El gobernador se despegó por la demora en abordar el proyecto que regula las declaraciones juradas de los funcionarios y dejó en claro que es responsabilidad de los legisladores provinciales.
"Sin lugar a dudas, mía no. Yo tengo toda la voluntad política", aclaró Pérez, salvando la ropa, puesto que tal como había anunciado en su discurso de apertura de sesiones ordinarias, había enviado el proyecto meses después. Y de esa manera dejaba en evidencia la falta de trabajo de la Legislatura para abordar la ley de Ética Pública. El gobernador directamente señaló a los legisladores como responsables de que no se discuta la norma.
"La ley de Ética Pública seguramente puede ser objeto de correciones, pero conforme a lo que me comprometí en mi discurso del 1 de mayo, lo llevé adelante", reafirmó Pérez, dejando sin salvavidas a los legisladores.
El proyecto obliga a los funcionarios de los tres poderes del Estado a presentar su declaración jurada de bienes y que la misma sea de acceso público y gratuito. El proyecto, que ingresó en Setiembre, se encuentra paralizado en la comisión de Legislación y Asuntos Constitucionales. En la Legislatura, reconocen en off the record que "no hay decisión política" para agilizar el tratamiento de la norma, según publicó El Sol.
Por ello, el proyecto enviado por Pérez recién se podría tratar en 2014.
De inmediato, el gobernador recordó otra ley que está congelada en comisiones y no llega al recinto. La ley de Educación, presentada por el ex gobernador Celso Jaque y que prácticamente quedó en la nada. Uno de los principales escollos era el financiamiento de la misma. En noviembre de 2008, El Sol sacaba cuentas: para poder implementar esta norma, en ese momento hacían falta unos 400 millones de pesos más porque implicaba una inversión del 6 por ciento del Producto Bruto Interno.
"Hace seis años que se está debatiendo. En algún momento hay que provocar el quiebre y llevarla a la discusión y sanción para que la provincia, con la envergadura que tiene, tenga su ley moderna y pensando en las siguientes generaciones
La ley de educación debía tratarse en agosto de este año, pero sigue en veremos, aún cuando el trabajo legislativo ya había concluido y estaba lista para ser debatida. El punto conflictivo, resistido entre otros por el SUTE, era el financiamiento -el gremio considera que debe alcanzarse el 8 por ciento-.
No es la primera vez que Pérez cuestiona el trabajo de los legisladores. Recientemente, el diputado Daniel Cassia y el senador Juan Carlos Jaliff expresaron su malestar sobre el mandatario porque éste habría asegurado en una reunión que los legisladores eran unos "vagos", según publicó en su momento El Sol online.
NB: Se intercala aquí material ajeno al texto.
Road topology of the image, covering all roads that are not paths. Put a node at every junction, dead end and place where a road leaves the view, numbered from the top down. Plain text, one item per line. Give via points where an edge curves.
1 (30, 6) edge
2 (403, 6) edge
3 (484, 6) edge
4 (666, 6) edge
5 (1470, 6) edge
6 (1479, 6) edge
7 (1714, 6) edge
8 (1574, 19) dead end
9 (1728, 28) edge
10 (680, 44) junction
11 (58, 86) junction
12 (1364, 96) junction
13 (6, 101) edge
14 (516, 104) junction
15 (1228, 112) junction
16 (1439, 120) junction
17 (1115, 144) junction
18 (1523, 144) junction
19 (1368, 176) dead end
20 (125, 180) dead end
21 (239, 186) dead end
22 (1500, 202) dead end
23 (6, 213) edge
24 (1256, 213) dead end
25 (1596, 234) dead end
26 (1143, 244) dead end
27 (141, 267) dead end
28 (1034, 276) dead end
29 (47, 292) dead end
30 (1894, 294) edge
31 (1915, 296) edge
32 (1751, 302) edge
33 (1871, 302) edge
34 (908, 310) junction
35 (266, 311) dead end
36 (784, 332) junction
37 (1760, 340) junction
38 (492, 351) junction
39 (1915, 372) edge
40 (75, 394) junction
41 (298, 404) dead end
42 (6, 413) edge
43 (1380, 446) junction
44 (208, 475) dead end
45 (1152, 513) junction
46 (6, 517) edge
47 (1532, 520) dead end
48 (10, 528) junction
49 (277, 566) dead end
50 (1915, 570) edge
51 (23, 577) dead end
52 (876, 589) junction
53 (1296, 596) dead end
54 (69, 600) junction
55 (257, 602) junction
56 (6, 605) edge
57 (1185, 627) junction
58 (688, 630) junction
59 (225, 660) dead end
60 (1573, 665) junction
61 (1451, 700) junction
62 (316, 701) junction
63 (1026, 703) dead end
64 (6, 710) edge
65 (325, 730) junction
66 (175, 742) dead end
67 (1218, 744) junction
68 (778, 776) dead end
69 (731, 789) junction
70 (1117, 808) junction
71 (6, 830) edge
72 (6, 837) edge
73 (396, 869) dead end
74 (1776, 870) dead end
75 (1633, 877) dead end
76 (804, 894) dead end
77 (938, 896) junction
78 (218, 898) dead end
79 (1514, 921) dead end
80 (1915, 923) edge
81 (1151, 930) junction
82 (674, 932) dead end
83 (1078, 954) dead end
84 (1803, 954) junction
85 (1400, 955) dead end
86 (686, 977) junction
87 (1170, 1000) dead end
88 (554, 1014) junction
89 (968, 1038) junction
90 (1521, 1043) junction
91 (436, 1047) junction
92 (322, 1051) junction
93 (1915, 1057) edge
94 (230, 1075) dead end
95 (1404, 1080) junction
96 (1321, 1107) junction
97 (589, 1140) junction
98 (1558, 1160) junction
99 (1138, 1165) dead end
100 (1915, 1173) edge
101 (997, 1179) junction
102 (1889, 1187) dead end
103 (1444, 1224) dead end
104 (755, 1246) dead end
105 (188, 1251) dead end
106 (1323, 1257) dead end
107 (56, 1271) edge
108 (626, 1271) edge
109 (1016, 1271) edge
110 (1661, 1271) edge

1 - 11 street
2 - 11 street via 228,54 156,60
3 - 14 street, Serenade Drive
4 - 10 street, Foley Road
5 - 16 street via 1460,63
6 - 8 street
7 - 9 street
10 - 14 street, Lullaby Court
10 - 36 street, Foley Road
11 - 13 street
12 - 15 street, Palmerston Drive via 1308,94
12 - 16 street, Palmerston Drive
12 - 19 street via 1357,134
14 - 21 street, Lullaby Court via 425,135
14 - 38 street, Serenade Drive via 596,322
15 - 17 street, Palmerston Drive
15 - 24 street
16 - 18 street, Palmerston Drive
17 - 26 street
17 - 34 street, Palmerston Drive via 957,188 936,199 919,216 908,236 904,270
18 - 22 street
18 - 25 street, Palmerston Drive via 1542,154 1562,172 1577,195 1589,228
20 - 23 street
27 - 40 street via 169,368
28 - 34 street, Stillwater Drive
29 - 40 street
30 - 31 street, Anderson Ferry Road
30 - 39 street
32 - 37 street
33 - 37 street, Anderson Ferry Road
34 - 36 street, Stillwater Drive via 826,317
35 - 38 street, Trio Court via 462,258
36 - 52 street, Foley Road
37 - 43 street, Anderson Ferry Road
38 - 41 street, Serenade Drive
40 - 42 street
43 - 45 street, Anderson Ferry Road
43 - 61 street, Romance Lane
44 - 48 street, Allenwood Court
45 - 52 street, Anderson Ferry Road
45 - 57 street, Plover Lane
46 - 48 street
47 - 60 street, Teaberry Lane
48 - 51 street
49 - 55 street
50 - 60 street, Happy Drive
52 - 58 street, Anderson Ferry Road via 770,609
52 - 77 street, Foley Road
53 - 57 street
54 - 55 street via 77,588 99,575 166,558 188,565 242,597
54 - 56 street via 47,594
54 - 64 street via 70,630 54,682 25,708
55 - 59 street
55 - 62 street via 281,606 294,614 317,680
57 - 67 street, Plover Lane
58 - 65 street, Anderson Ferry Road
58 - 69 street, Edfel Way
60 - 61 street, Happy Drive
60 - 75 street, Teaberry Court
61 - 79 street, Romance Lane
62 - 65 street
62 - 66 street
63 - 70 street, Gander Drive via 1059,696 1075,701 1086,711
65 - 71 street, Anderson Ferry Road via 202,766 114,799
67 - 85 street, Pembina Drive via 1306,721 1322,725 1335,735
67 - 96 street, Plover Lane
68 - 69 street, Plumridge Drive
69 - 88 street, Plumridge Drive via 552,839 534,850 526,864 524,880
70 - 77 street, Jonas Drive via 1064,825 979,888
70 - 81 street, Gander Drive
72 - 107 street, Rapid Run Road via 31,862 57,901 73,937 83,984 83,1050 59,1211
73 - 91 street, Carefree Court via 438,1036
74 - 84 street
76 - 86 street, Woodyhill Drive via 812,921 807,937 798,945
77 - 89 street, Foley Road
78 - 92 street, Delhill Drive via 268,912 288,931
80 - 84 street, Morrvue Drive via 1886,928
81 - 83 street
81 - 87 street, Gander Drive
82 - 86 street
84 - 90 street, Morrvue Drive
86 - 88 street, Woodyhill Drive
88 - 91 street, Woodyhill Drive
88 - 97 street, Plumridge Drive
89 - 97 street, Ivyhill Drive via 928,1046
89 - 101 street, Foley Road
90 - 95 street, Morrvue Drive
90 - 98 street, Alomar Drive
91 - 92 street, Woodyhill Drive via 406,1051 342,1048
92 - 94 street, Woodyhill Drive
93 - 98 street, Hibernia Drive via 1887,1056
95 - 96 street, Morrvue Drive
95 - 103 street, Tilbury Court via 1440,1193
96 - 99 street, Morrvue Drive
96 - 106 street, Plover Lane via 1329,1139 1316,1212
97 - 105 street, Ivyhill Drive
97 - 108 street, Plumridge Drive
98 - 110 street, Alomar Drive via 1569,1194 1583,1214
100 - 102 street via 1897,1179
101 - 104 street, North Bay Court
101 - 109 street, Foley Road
La situación se dio cuando Pérez recibió a los choferes de taxis que se habían movilizado a Casa de Gobierno en protesta por el asesinato de un compañero. En esas instancias, cuando redactaban el decreto -posteriormente ley- que establecía las condiciones de seguridad obligatorias para taxis y remises, el mandatario provincial habría acusado a los legisladores provinciales de "vagos", según pudieron saber Cassia y Jaliff por boca de los mismos choferes y gremialistas. El oficialismo en la Legislatura, sin embargo, negó los dichos del gobernador.